■ **Task description**: Pull every line holding the word "首都体育馆南路" from the data below and copy it.
Entries shown Start Marker
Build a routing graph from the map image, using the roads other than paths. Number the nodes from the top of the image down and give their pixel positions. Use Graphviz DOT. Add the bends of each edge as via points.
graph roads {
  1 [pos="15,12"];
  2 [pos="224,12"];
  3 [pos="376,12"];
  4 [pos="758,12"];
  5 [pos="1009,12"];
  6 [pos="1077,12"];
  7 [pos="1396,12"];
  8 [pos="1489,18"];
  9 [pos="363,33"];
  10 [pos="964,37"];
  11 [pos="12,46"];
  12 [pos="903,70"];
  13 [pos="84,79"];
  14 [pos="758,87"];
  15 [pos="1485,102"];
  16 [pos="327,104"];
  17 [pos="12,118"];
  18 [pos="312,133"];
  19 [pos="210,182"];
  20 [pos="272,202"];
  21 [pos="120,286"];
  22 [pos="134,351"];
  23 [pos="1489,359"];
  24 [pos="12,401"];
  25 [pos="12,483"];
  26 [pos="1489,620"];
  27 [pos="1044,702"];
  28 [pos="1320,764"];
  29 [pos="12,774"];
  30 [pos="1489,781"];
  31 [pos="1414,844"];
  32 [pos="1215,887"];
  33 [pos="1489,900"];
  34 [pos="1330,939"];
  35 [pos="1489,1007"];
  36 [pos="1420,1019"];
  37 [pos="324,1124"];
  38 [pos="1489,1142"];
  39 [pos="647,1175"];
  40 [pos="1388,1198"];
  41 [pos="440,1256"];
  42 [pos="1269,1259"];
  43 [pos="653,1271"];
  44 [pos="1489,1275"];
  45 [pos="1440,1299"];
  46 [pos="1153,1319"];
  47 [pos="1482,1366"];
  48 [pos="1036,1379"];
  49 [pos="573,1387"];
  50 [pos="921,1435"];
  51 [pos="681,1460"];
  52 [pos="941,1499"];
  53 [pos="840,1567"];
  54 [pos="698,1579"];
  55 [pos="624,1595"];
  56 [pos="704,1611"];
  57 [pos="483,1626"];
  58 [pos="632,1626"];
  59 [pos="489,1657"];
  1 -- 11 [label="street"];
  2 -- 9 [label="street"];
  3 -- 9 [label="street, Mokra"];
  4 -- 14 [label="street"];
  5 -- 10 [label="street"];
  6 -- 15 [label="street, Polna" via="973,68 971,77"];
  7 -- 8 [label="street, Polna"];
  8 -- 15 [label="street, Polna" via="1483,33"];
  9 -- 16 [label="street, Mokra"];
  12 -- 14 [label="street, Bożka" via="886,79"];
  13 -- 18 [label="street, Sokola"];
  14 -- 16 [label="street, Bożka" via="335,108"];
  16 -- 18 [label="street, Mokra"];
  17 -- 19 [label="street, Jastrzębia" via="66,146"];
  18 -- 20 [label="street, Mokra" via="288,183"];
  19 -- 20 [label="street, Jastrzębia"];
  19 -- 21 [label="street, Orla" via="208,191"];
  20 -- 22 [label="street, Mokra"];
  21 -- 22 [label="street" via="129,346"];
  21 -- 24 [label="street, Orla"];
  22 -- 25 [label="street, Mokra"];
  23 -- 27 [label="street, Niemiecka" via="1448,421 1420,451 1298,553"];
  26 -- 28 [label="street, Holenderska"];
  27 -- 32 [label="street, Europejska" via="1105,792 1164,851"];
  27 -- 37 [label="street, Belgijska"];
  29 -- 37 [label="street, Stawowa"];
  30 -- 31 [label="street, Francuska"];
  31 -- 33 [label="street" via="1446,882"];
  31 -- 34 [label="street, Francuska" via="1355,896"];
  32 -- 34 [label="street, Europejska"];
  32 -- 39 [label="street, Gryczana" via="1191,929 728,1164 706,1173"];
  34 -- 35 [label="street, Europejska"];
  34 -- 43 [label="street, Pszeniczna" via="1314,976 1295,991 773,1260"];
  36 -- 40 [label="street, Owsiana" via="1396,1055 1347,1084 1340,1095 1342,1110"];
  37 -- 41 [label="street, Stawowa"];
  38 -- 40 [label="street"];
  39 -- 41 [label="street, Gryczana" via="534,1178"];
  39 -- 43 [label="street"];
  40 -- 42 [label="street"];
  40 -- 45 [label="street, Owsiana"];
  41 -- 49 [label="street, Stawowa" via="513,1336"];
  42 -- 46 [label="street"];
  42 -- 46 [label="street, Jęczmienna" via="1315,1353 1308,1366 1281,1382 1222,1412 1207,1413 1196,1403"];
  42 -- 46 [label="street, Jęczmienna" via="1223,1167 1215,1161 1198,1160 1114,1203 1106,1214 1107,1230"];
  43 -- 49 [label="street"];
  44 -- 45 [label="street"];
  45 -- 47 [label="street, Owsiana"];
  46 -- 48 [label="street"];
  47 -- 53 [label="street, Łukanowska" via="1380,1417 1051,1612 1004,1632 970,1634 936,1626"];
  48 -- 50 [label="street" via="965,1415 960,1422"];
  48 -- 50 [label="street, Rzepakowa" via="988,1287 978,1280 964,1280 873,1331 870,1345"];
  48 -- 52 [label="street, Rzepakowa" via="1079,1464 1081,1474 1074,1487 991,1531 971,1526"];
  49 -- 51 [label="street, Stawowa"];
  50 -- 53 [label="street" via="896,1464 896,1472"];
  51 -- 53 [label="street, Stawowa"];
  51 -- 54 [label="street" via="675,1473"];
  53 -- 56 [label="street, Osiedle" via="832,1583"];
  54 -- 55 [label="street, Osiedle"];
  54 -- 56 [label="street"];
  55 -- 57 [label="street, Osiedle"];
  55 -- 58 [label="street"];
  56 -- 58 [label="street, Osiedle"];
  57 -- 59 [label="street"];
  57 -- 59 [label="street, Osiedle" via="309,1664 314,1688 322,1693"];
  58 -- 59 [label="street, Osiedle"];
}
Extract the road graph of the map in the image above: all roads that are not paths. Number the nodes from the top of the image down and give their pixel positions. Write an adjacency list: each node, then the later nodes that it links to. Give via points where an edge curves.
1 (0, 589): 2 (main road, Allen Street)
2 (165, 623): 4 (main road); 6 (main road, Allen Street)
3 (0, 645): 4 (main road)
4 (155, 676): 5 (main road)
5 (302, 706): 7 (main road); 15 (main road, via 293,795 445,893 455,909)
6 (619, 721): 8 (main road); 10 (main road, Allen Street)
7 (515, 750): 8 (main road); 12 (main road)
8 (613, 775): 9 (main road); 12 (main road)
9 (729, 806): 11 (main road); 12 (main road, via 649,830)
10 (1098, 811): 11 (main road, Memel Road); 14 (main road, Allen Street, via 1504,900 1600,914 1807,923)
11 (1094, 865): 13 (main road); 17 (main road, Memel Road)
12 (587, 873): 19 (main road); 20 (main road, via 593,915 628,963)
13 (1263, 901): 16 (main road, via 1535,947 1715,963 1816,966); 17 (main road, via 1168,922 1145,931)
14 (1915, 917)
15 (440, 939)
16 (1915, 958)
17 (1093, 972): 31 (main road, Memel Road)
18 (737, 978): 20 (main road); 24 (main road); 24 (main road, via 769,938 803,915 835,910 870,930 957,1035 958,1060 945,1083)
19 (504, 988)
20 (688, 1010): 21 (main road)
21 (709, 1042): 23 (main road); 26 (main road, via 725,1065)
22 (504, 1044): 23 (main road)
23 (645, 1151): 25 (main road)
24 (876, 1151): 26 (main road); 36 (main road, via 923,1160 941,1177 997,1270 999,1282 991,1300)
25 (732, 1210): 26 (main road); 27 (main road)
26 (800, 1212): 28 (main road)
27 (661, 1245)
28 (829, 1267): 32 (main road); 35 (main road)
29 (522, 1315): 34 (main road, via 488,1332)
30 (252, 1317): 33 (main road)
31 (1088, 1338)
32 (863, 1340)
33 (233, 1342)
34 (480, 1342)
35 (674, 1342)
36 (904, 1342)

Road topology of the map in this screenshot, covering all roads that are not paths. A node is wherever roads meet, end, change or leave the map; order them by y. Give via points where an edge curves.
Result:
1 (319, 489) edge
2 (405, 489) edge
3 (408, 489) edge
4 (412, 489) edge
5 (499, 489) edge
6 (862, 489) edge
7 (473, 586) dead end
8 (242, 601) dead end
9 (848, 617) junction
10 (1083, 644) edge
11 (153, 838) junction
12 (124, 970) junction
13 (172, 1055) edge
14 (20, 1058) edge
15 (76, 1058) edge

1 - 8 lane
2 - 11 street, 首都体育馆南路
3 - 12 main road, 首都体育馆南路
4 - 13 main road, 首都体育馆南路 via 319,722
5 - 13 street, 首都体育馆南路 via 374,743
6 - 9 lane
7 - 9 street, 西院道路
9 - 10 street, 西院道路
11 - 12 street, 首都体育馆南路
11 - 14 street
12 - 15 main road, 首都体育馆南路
Entries shown End Marker
■ **Output**:
2 - 11 street, 首都体育馆南路
3 - 12 main road, 首都体育馆南路
4 - 13 main road, 首都体育馆南路 via 319,722
5 - 13 street, 首都体育馆南路 via 374,743
11 - 12 street, 首都体育馆南路
12 - 15 main road, 首都体育馆南路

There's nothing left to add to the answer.